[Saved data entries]
════════
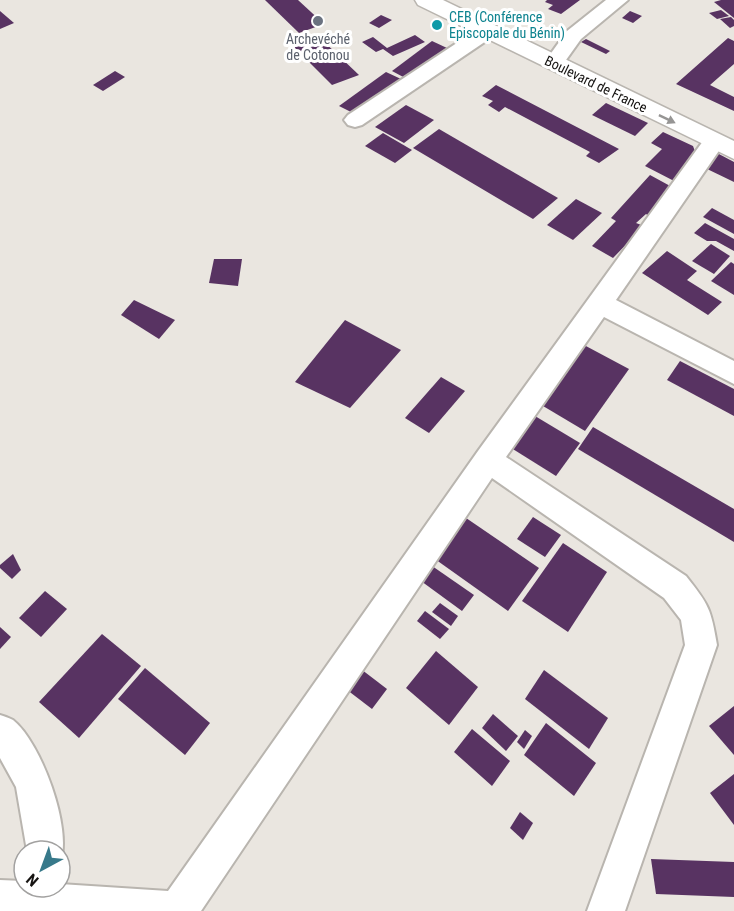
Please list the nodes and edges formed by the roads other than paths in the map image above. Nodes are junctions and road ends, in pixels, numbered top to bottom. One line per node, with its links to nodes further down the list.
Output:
1 (426, 0): 4 (street, Boulevard de France)
2 (467, 0): 5 (street, Boulevard de France)
3 (619, 0): 5 (street)
4 (488, 31): 5 (street, Boulevard de France); 6 (street)
5 (558, 54): 7 (street, Boulevard de France)
6 (355, 120)
7 (727, 141): 8 (street)
8 (600, 303): 9 (street); 10 (street)
9 (734, 373)
10 (488, 460): 15 (street); 16 (street)
11 (0, 732): 12 (street)
12 (44, 839)
13 (72, 898): 14 (street)
14 (172, 911)
15 (178, 911)
16 (606, 911)

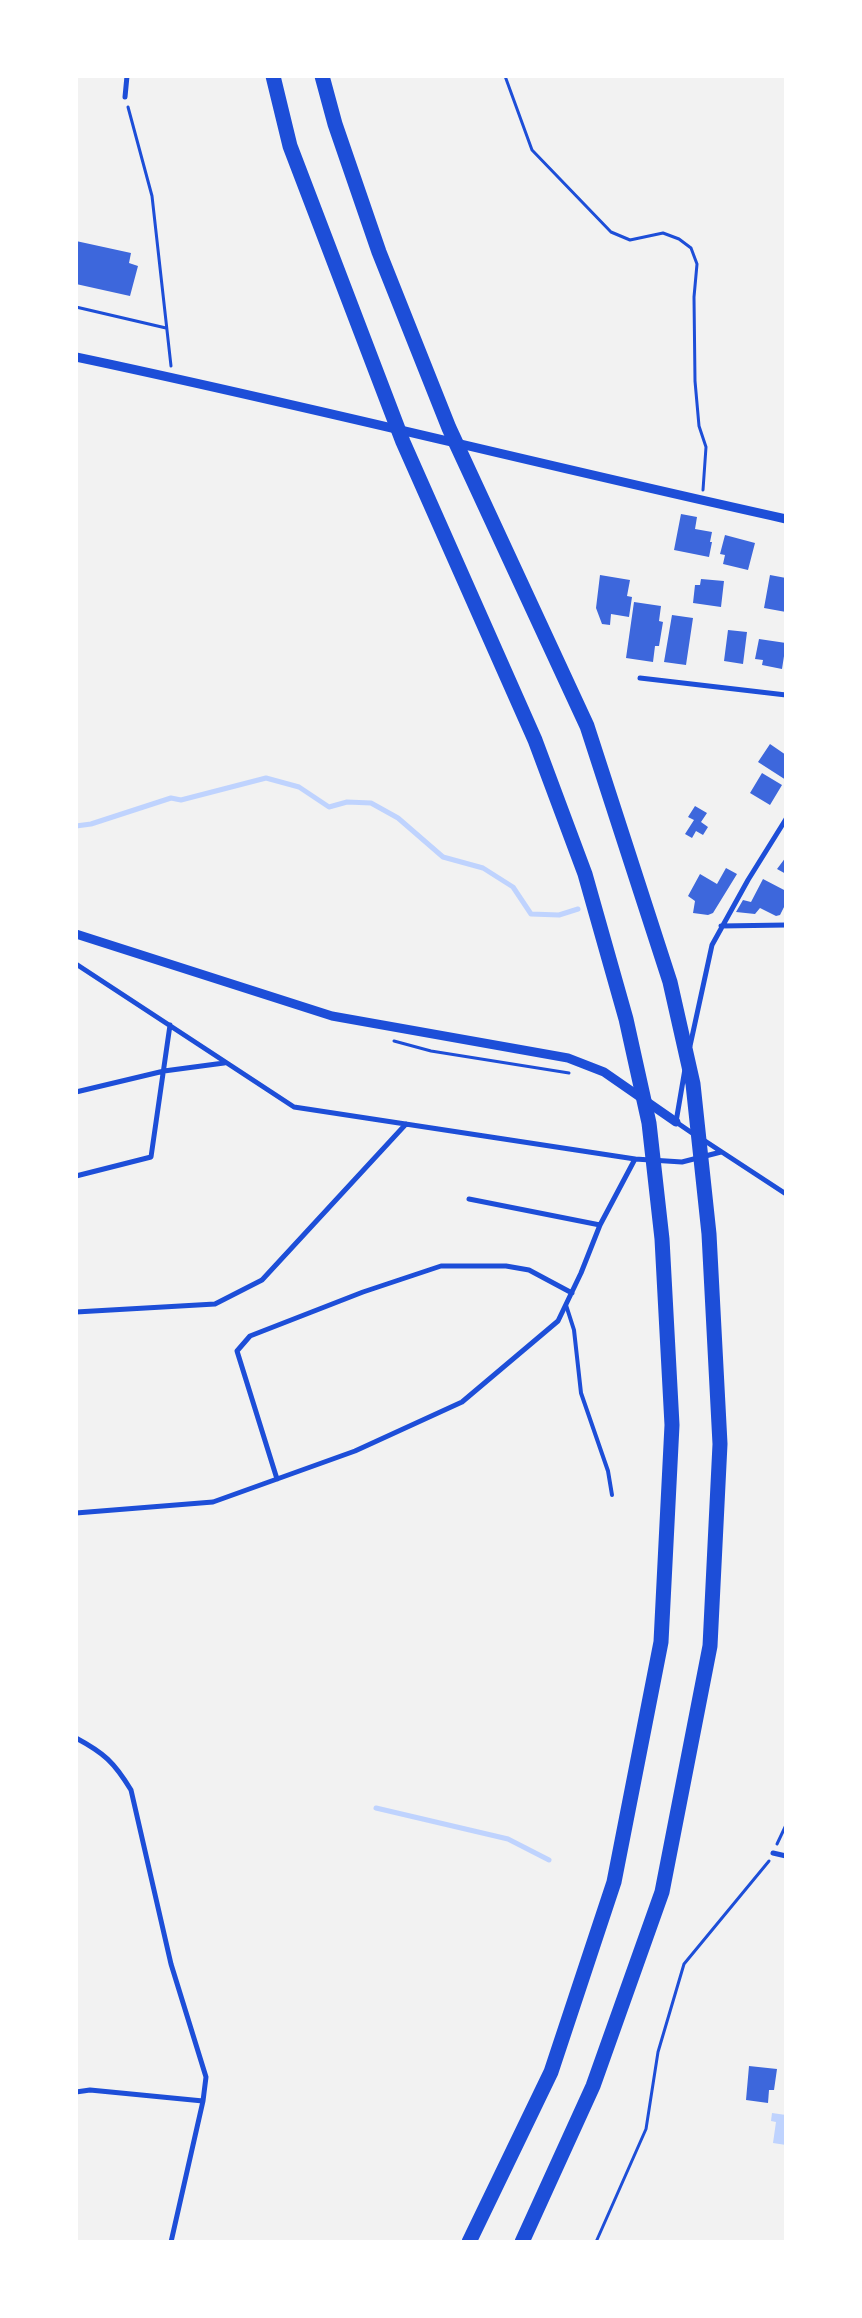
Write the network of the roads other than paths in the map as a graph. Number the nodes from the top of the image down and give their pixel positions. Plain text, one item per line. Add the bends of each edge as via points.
════════
#### Exercise description
What you print must match the entries exactly, except that no pictures appear.

#### Answer section
Please list the nodes and edges formed by the roads other than paths in the map image above. Nodes are junctions and road ends, in pixels, numbered top to bottom. One line per node, with its links to nodes further down the list.
Output:
1 (426, 0): 4 (street, Boulevard de France)
2 (467, 0): 5 (street, Boulevard de France)
3 (619, 0): 5 (street)
4 (488, 31): 5 (street, Boulevard de France); 6 (street)
5 (558, 54): 7 (street, Boulevard de France)
6 (355, 120)
7 (727, 141): 8 (street)
8 (600, 303): 9 (street); 10 (street)
9 (734, 373)
10 (488, 460): 15 (street); 16 (street)
11 (0, 732): 12 (street)
12 (44, 839)
13 (72, 898): 14 (street)
14 (172, 911)
15 (178, 911)
16 (606, 911)

Write the network of the roads other than paths in the map as a graph. Number the nodes from the top of the image down and give their pixel positions. Plain text, one item per line. Add the bends of each edge as via points.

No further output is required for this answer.